If anyone wants to debug this on rk3588, I'm attaching the patches for
this new feature for rk3588 that can be applied on top of this series.
Personally, I'm fine with this series getting merged even though this
new feature will only be supported by the QCOM driver.
But, I don't understand how e.g. pci endpoint test can work on QCOM
platforms, after the root port has been reset, without something like
the save/restore diff above.
Kind regards,
Niklas
From c6416291bdbe2a3964b60183492208b41208f5a0 Mon Sep 17 00:00:00 2001
From: Niklas Cassel <cassel@kernel.org>
Date: Tue, 17 Mar 2026 09:59:09 +0100
Subject: [PATCH 1/2] Revert "PCI: dw-rockchip: Simplify regulator setup with
devm_regulator_get_enable_optional()"
This reverts commit c930b10f17c03858cfe19b9873ba5240128b4d1b.
---
drivers/pci/controller/dwc/pcie-dw-rockchip.c | 23 ++++++++++++++-----
1 file changed, 17 insertions(+), 6 deletions(-)
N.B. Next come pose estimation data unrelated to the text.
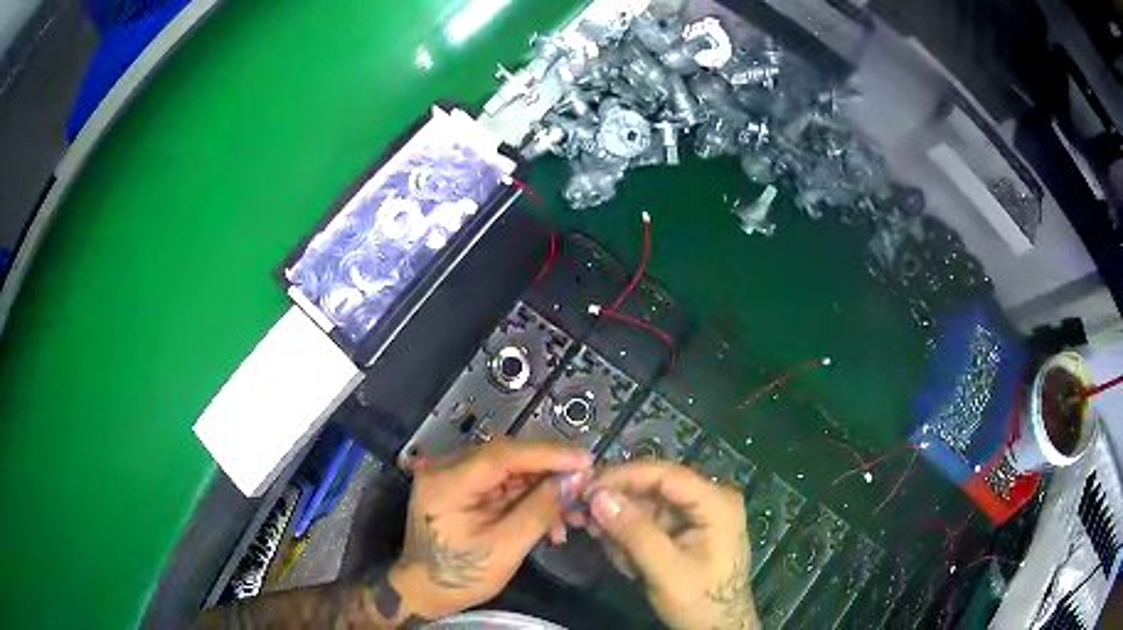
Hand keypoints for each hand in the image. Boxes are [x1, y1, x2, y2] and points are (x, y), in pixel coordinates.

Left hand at [390, 439, 592, 618]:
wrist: (425, 590)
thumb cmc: (460, 576)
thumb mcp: (504, 548)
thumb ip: (539, 510)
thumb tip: (574, 479)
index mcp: (447, 482)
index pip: (502, 455)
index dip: (547, 454)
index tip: (585, 460)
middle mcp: (446, 469)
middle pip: (508, 458)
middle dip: (550, 474)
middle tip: (585, 488)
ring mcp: (454, 476)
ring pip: (511, 470)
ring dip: (544, 489)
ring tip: (572, 514)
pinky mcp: (464, 487)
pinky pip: (504, 484)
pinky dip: (530, 498)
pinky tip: (551, 520)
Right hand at [585, 461, 759, 629]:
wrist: (718, 628)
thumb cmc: (700, 600)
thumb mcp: (666, 570)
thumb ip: (635, 533)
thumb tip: (598, 497)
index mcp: (716, 502)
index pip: (666, 474)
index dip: (624, 476)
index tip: (586, 488)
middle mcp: (707, 500)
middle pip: (654, 486)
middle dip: (618, 501)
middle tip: (582, 514)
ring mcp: (695, 515)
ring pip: (647, 504)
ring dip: (620, 521)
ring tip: (599, 538)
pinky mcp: (683, 530)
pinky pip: (649, 521)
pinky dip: (629, 534)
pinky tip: (620, 554)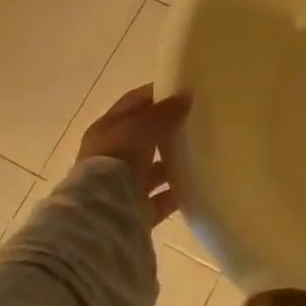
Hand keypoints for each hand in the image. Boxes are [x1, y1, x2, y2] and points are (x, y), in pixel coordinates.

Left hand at [78, 84, 191, 224]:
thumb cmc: (116, 161)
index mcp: (107, 130)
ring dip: (173, 161)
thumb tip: (187, 95)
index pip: (134, 103)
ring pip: (153, 168)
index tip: (184, 89)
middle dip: (168, 127)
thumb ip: (164, 112)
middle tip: (198, 119)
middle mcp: (112, 155)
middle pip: (144, 136)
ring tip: (203, 150)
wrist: (102, 216)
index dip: (157, 94)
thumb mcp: (141, 127)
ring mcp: (123, 185)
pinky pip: (162, 197)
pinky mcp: (137, 210)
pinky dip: (178, 191)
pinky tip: (198, 182)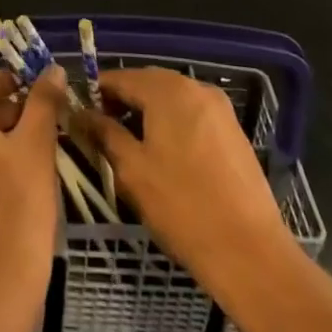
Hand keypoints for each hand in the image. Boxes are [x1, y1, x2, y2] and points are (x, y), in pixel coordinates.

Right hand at [76, 68, 289, 280]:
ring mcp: (219, 108)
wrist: (251, 253)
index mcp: (167, 89)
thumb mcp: (132, 170)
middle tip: (105, 135)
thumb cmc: (182, 207)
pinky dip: (173, 126)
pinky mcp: (233, 131)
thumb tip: (80, 113)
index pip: (120, 78)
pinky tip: (168, 158)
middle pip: (147, 83)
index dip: (97, 94)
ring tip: (134, 149)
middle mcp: (195, 87)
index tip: (81, 118)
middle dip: (124, 103)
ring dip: (149, 115)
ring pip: (171, 100)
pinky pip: (193, 116)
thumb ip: (104, 133)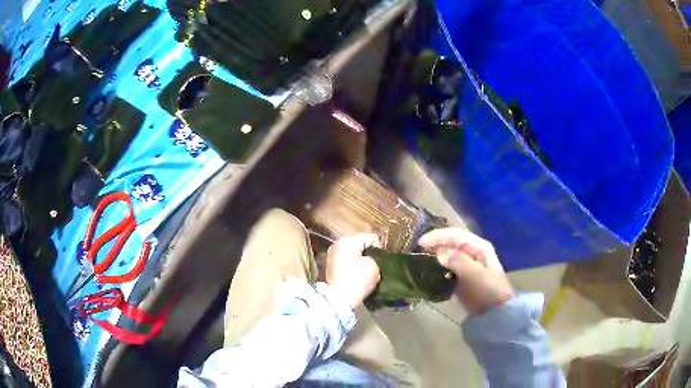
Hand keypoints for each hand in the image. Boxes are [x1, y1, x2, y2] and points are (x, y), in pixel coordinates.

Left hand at [325, 234, 381, 308]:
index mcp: (347, 241)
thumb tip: (372, 258)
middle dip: (369, 254)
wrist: (339, 300)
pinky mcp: (331, 266)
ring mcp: (332, 255)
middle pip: (361, 244)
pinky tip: (358, 276)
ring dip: (362, 261)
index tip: (381, 262)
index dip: (380, 249)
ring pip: (354, 253)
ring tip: (367, 273)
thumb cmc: (357, 281)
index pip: (371, 238)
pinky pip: (348, 261)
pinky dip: (354, 266)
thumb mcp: (374, 266)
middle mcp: (337, 244)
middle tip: (375, 267)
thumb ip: (376, 256)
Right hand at [418, 228, 513, 313]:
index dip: (438, 236)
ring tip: (420, 258)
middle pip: (451, 242)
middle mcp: (473, 251)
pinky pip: (447, 266)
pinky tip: (428, 270)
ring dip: (435, 254)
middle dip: (435, 243)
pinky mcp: (462, 276)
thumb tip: (439, 254)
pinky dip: (437, 266)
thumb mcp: (477, 276)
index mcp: (479, 247)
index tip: (421, 243)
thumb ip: (460, 263)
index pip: (456, 235)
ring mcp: (467, 264)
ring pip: (448, 253)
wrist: (495, 312)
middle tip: (418, 249)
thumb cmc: (489, 291)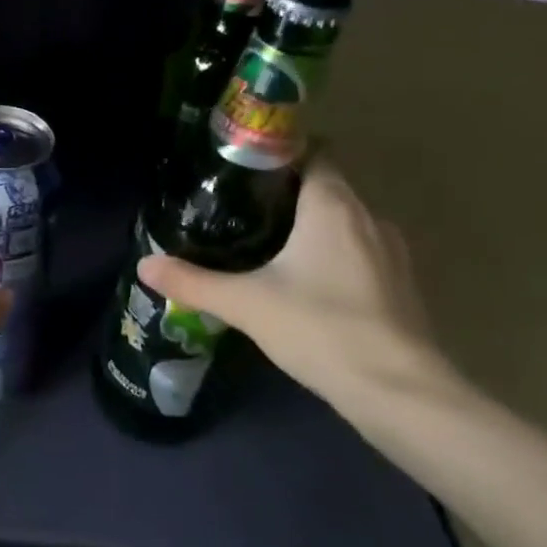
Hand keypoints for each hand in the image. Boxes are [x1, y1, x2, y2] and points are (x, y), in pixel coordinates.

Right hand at [136, 158, 460, 416]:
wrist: (400, 393)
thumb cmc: (320, 329)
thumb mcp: (245, 304)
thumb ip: (192, 282)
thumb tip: (145, 265)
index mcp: (333, 206)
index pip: (314, 153)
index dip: (279, 153)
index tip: (241, 167)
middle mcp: (368, 217)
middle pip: (326, 186)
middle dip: (286, 192)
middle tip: (238, 207)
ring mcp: (391, 252)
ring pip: (344, 221)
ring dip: (311, 225)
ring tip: (267, 242)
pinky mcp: (400, 285)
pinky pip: (359, 251)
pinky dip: (332, 254)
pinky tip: (305, 281)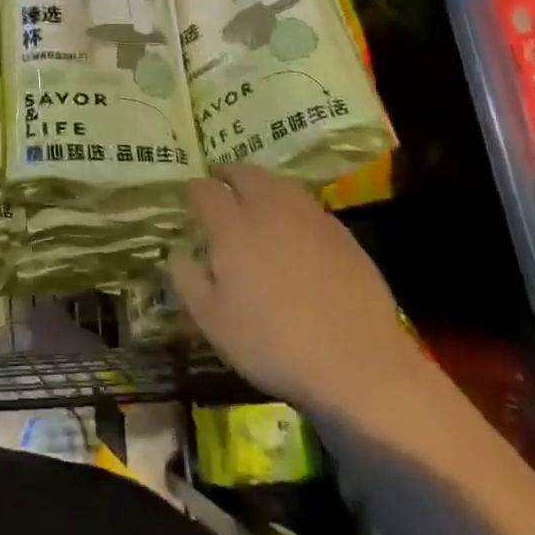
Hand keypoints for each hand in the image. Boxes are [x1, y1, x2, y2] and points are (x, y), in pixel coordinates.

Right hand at [170, 164, 424, 421]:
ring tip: (257, 194)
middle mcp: (269, 209)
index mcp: (232, 226)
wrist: (357, 362)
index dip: (195, 190)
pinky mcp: (342, 234)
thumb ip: (188, 281)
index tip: (192, 196)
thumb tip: (177, 253)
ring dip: (262, 182)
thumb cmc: (273, 343)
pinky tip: (295, 226)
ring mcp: (309, 217)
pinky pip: (309, 205)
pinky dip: (293, 205)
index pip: (205, 191)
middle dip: (228, 173)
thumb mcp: (214, 322)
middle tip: (221, 179)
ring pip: (280, 183)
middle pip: (245, 173)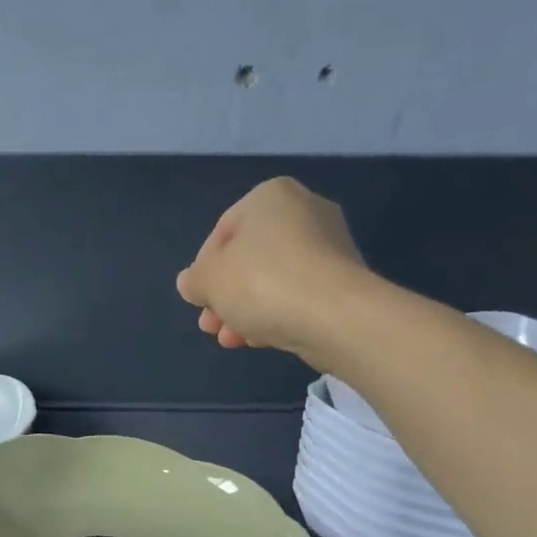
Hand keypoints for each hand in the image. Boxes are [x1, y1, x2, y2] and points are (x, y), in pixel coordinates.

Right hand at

diff --git a/drivers/pci/controller/dwc/pcie-dw-rockchip.c b/drivers/pci/controller/dwc/pcie-dw-rockchip.c
index 8db27199cfa6..bec42fe646d8 100644
--- a/drivers/pci/controller/dwc/pcie-dw-rockchip.c
+++ b/drivers/pci/controller/dwc/pcie-dw-rockchip.c
@@ -95,6 +95,7 @@ struct rockchip_pcie {
unsigned int clk_cnt;
struct reset_control *rst;
struct gpio_desc *rst_gpio;
+ struct regulator *vpcie3v3;
struct irq_domain *irq_domain;
const struct rockchip_pcie_of_data *data;
bool supports_clkreq;
@@ -673,15 +674,22 @@ static int rockchip_pcie_probe(struct platform_device *pdev)
return ret;
/* DON'T MOVE ME: must be enable before PHY init */
- ret = devm_regulator_get_enable_optional(dev, "vpcie3v3");
- if (ret < 0 && ret != -ENODEV)
- return dev_err_probe(dev, ret,
- "failed to enable vpcie3v3 regulator\n");
+ rockchip->vpcie3v3 = devm_regulator_get_optional(dev, "vpcie3v3");
+ if (IS_ERR(rockchip->vpcie3v3)) {
+ if (PTR_ERR(rockchip->vpcie3v3) != -ENODEV)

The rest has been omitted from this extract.